You probably did nothing wrong. 1 in 5 colonies don't make it through the Winter.
 
Sorry to hear about your bees, Duchy. You still have a remaining colony, so you can't have done anything wrong, or you'd have lost them both?
 
Could it be that when I put the Ambrosia on, the bees broke the cluster and froze?

Doubtful. More likely they were nosemic and the oxalic treatment led to their demise.
 
Hello Duchy,

Bad Luck. I found the same had happened to a hive this week. Isolation starvation. They were treated for varroa between Christmas and New Year.

You probably did nothing wrong. 1 in 5 colonies don't make it through the Winter.
treated 5 hives in main apiary just after New Year - checked last weekend as there was a brief respite in the weather and bees were flying well out of 4 hives. the 5th had no signs of life - opened it up and all had perished. there was plenty of honey in the stores and fondant, so could well have been diseased...
 
.
There are many kind of winter losses.
To me 20% altogether is normal

- direct dead out
- laying queen missing
- a queen loses its laying power
-big losses of cluster nosema/varroa
- joining weak hives

i have a long path from September to May

i keep 20% sparehives that I need not to cry.
 
I would call up to 7% more acceptable here.

Sure it will be more in some places after the 2012 season.
 
Last edited:
2 weeks ago, when I did the oxalic treatment and put some ambosia on, my bees were fine. Today, the bees in one hive have all died. No obvious signs of desease. Could it be that when I put the Ambrosia on, the bees broke the cluster and froze?
What "signs of disease" did you look for?
What form of "Ambrosia" and how was it offered? Was any taken?
How much stores remained in the hive?



Hello Duchy,

Bad Luck. I found the same had happened to a hive this week. Isolation starvation. They were treated for varroa between Christmas and New Year.

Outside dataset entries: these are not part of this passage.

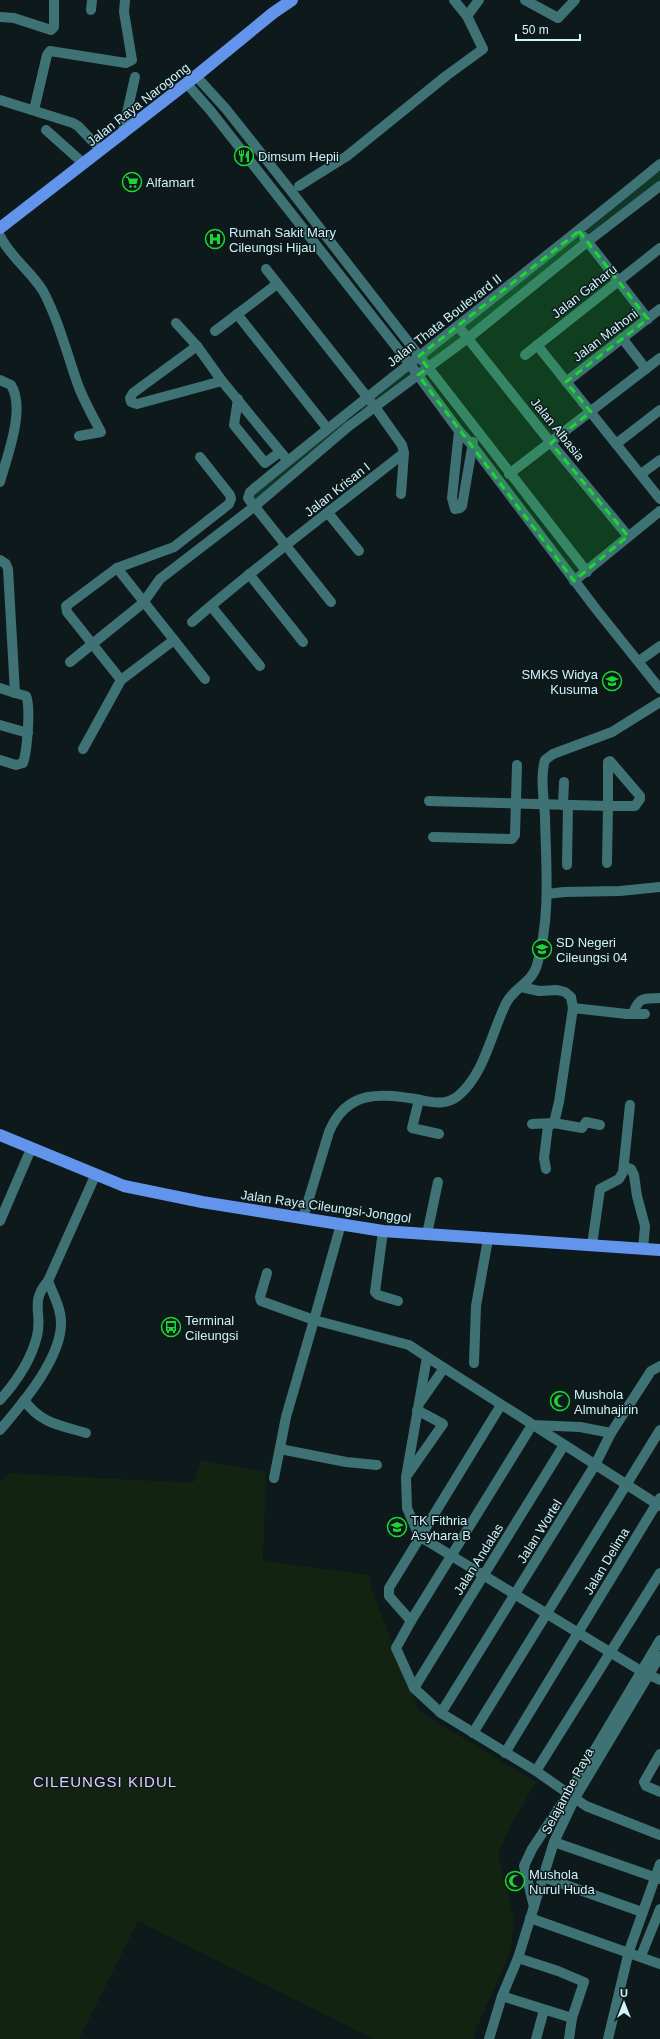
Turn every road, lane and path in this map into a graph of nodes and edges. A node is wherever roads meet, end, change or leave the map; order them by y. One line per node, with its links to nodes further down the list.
1 (54, 0): 9 (street)
2 (125, 0): 13 (street)
3 (292, 0): 11 (main road, Jalan Raya Narogong)
4 (454, 0): 8 (street)
5 (479, 0): 8 (street)
6 (525, 0): 7 (street)
7 (575, 0)
8 (467, 16): 19 (street)
9 (0, 17)
10 (135, 77): 15 (street)
11 (191, 80): 15 (main road, Jalan Raya Narogong); 39 (street); 40 (street)
12 (0, 100): 13 (street)
13 (34, 110): 16 (street)
14 (46, 130): 17 (street)
15 (122, 135): 16 (main road, Jalan Raya Narogong)
16 (101, 150): 17 (main road, Jalan Raya Narogong)
17 (83, 164): 21 (main road, Jalan Raya Narogong)
18 (660, 164): 23 (street, Jalan Thata Boulevard II)
19 (299, 186)
20 (660, 186): 23 (street, Jalan Thata Boulevard II)
21 (0, 228)
22 (0, 236): 52 (street)
23 (583, 236): 26 (street); 33 (street, Jalan Thata Boulevard II); 33 (street, Jalan Thata Boulevard II)
24 (660, 248): 26 (street, Jalan Gaharu)
25 (266, 269): 27 (street)
26 (618, 282): 30 (street); 35 (street, Jalan Gaharu)
27 (277, 284): 29 (street); 46 (street)
28 (660, 309): 30 (street, Jalan Mahoni)
29 (237, 314): 32 (street); 49 (street)
30 (648, 319): 34 (street, Jalan Mahoni)
31 (176, 323): 36 (street)
32 (215, 331)
33 (463, 331): 39 (street, Jalan Thata Boulevard II); 39 (street, Jalan Thata Boulevard II); 53 (street, Jalan Albasia)
34 (622, 338): 41 (street); 44 (street, Jalan Mahoni)
35 (537, 345): 37 (street, Jalan Gaharu); 44 (street)
36 (197, 346): 43 (street); 43 (street)
37 (525, 355)
38 (660, 358): 41 (street)
39 (423, 362): 40 (street, Jalan Thata Boulevard II); 40 (street, Jalan Thata Boulevard II); 51 (street)
40 (414, 369): 46 (street, Jalan Thata Boulevard II); 46 (street, Jalan Thata Boulevard II); 50 (street)
41 (646, 369): 48 (street)
42 (0, 380): 63 (street)
43 (222, 381): 45 (street)
44 (566, 382): 48 (street)
45 (238, 399): 56 (street); 56 (street)
46 (370, 402): 49 (street, Jalan Thata Boulevard II); 57 (street); 66 (street, Jalan Thata Boulevard II)
47 (660, 410): 54 (street)
48 (591, 412): 53 (street); 54 (street)
49 (327, 428): 60 (street, Jalan Thata Boulevard II)
50 (459, 431): 55 (street); 55 (street)
51 (478, 433): 55 (street); 61 (street)
52 (79, 436)
53 (551, 443): 61 (street); 69 (street, Jalan Albasia)
54 (616, 444): 62 (street)
55 (472, 445): 76 (street)
56 (280, 452): 60 (street)
57 (404, 453): 64 (street); 68 (street, Jalan Krisan I)
58 (200, 457): 73 (street)
59 (660, 460): 62 (street)
60 (288, 461): 66 (street, Jalan Thata Boulevard II)
61 (509, 474): 74 (street)
62 (641, 474): 65 (street)
63 (0, 482)
64 (401, 494)
65 (660, 499)
66 (255, 506): 70 (street); 78 (street, Jalan Thata Boulevard II)
67 (660, 511): 69 (street)
68 (328, 513): 70 (street, Jalan Krisan I); 71 (street)
69 (628, 536): 74 (street)
70 (285, 544): 75 (street, Jalan Krisan I); 77 (street)
71 (359, 550)
72 (0, 560): 92 (street)
73 (117, 568): 78 (street); 83 (street)
74 (587, 572): 76 (street)
75 (249, 574): 79 (street, Jalan Krisan I); 82 (street)
76 (574, 581): 85 (street)
77 (331, 602)
78 (143, 603): 81 (street); 83 (street, Jalan Thata Boulevard II)
79 (211, 606): 80 (street, Jalan Krisan I); 87 (street)
80 (192, 622)
81 (174, 640): 88 (street); 89 (street)
82 (303, 642)
83 (92, 643): 86 (street, Jalan Thata Boulevard II); 89 (street)
84 (660, 646): 85 (street)
85 (639, 661): 91 (street)
86 (70, 662)
87 (260, 666)
88 (205, 679)
89 (121, 680): 96 (street)
90 (0, 688): 92 (street)
91 (660, 689)
92 (15, 693): 95 (street)
93 (660, 702): 102 (street)
94 (0, 724): 95 (street)
95 (28, 733): 97 (street)
96 (82, 749)
97 (0, 760)
98 (517, 765): 101 (street)
99 (564, 782): 103 (street)
100 (429, 801): 101 (street)
101 (517, 804): 102 (street); 105 (street)
102 (544, 805): 103 (street); 109 (street)
103 (565, 805): 104 (street); 107 (street)
104 (608, 806): 104 (street); 106 (street)
105 (433, 837)
106 (607, 863)
107 (567, 865)
108 (660, 887): 109 (street)
109 (547, 894): 110 (street)
110 (521, 987): 112 (street); 115 (street)
111 (660, 998): 113 (street)
112 (573, 1008): 113 (street); 117 (street)
113 (632, 1013): 114 (street)
114 (645, 1014)
115 (419, 1100): 120 (street); 127 (street)
116 (630, 1105): 123 (street)
117 (554, 1123): 118 (street); 119 (street); 124 (street)
118 (532, 1124)
119 (600, 1125)
120 (439, 1134)
121 (0, 1135): 122 (main road, Jalan Raya Cileungsi-Jonggol)
122 (31, 1149): 125 (main road, Jalan Raya Cileungsi-Jonggol); 128 (street)
123 (625, 1167): 133 (street); 134 (street)
124 (546, 1170)
125 (95, 1176): 127 (main road, Jalan Raya Cileungsi-Jonggol); 137 (street)
126 (438, 1182): 131 (street)
127 (303, 1218): 129 (main road, Jalan Raya Cileungsi-Jonggol)
128 (0, 1221)
129 (341, 1224): 130 (main road, Jalan Raya Cileungsi-Jonggol); 139 (street)
130 (383, 1231): 131 (main road, Jalan Raya Cileungsi-Jonggol); 138 (street)
131 (427, 1234): 132 (main road, Jalan Raya Cileungsi-Jonggol)
132 (488, 1239): 133 (main road, Jalan Raya Cileungsi-Jonggol); 141 (street)
133 (592, 1245): 134 (main road, Jalan Raya Cileungsi-Jonggol)
134 (643, 1249): 135 (main road, Jalan Raya Cileungsi-Jonggol)
135 (660, 1249)
136 (267, 1273): 139 (street)
137 (48, 1281): 144 (street); 145 (street)
138 (398, 1301)
139 (314, 1320): 140 (street); 154 (street)
140 (427, 1357): 143 (street); 147 (street)
141 (474, 1363)
142 (660, 1366): 152 (street, Jalan Wortel)
143 (444, 1368): 146 (street); 147 (street)
144 (0, 1400)
145 (24, 1400): 149 (street); 151 (street)
146 (501, 1405): 148 (street); 161 (street)
147 (418, 1408): 157 (street); 157 (street)
148 (532, 1425): 152 (street); 153 (street); 162 (street)
149 (0, 1430)
150 (660, 1430): 159 (street)
151 (86, 1433)
152 (611, 1433): 156 (street, Jalan Wortel)
153 (564, 1445): 156 (street); 164 (street, Jalan Andalas)
154 (280, 1449): 155 (street); 158 (street)
155 (377, 1466)
156 (595, 1466): 159 (street); 165 (street, Jalan Wortel)
157 (406, 1477): 161 (street)
158 (274, 1478)
159 (626, 1484): 160 (street); 166 (street)
160 (659, 1502): 168 (street, Jalan Delima)
161 (419, 1536): 162 (street); 167 (street)
162 (452, 1556): 164 (street); 167 (street)
163 (660, 1573): 170 (street)
164 (484, 1574): 165 (street); 174 (street, Jalan Andalas)
165 (515, 1595): 166 (street); 175 (street, Jalan Wortel)
166 (547, 1614): 168 (street); 176 (street)
167 (410, 1621): 174 (street)
168 (578, 1632): 170 (street); 177 (street, Jalan Delima)
169 (660, 1640): 172 (street)
170 (611, 1652): 172 (street); 179 (street)
171 (660, 1656): 172 (street, Selajambe Raya)
172 (644, 1673): 173 (street); 181 (street, Selajambe Raya)
173 (660, 1680)
174 (414, 1688): 175 (street)
175 (441, 1714): 176 (street)
176 (473, 1733): 177 (street)
177 (505, 1753): 179 (street)
178 (660, 1754): 180 (street)
179 (536, 1771): 181 (street)
180 (660, 1792)
181 (572, 1795): 182 (street); 183 (street, Selajambe Raya); 187 (street)
182 (660, 1835)
183 (554, 1842): 185 (street, Selajambe Raya); 186 (street)
184 (660, 1864): 186 (street)
185 (543, 1877): 187 (street, Selajambe Raya); 189 (street)
186 (658, 1879): 189 (street)
187 (534, 1907): 190 (street, Selajambe Raya)
188 (660, 1909): 192 (street)
189 (642, 1912): 191 (street)
190 (530, 1918): 191 (street); 193 (street, Selajambe Raya)
191 (629, 1952): 192 (street); 201 (street)
192 (641, 1956): 194 (street)
193 (518, 1958): 195 (street, Selajambe Raya); 197 (street)
194 (660, 1964)
195 (502, 1996): 196 (street); 198 (street, Selajambe Raya)
196 (544, 2010): 197 (street); 199 (street)
197 (572, 2018): 200 (street)
198 (489, 2039)
199 (536, 2039)
200 (569, 2039)
201 (608, 2039)

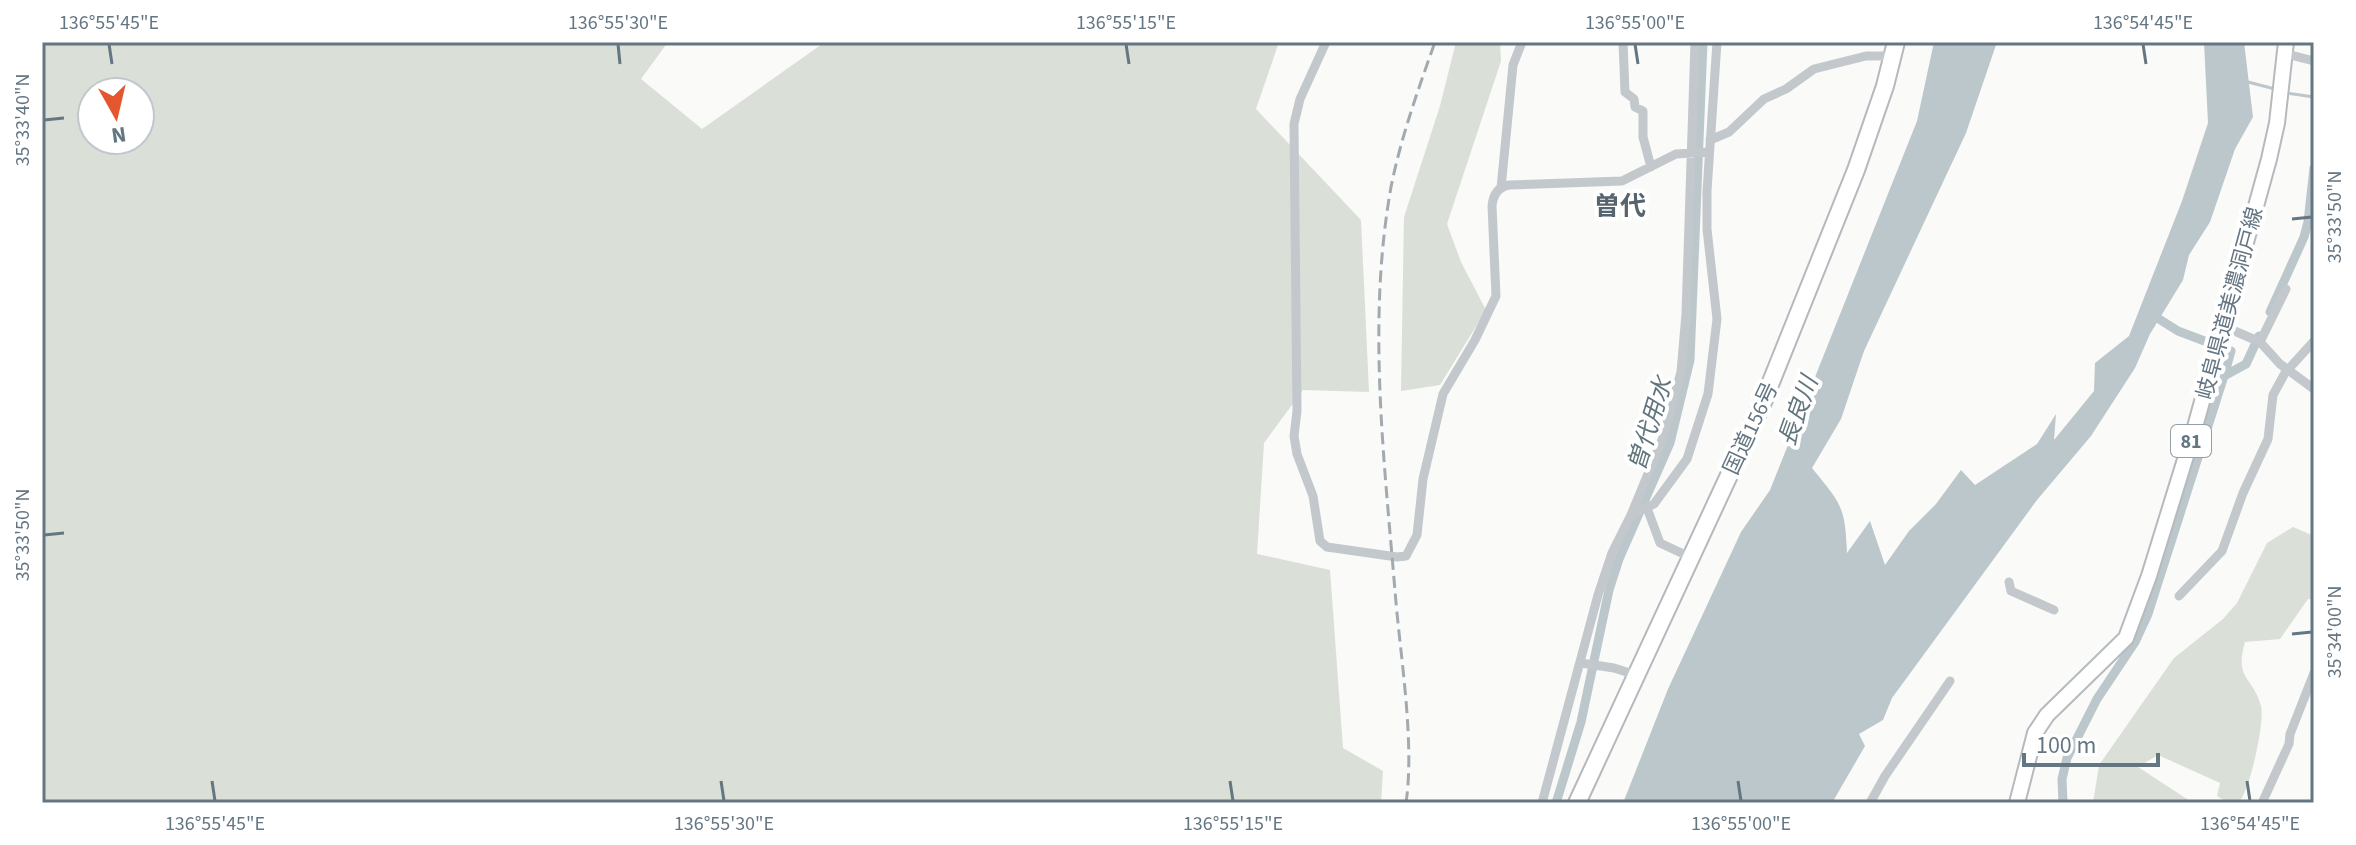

You probably did nothing wrong. 1 in 5 colonies don't make it through the Winter.

20% losses is surely way higher than either typical or achievable.
Many would take the opportunity of the hive being open for varroa treatment to also re-arrange the stores (and if necessary, add fondant).

I don't see any evidence here that Duchy's bees suffered "isolation starvation". Sure, it happens. But so do other things.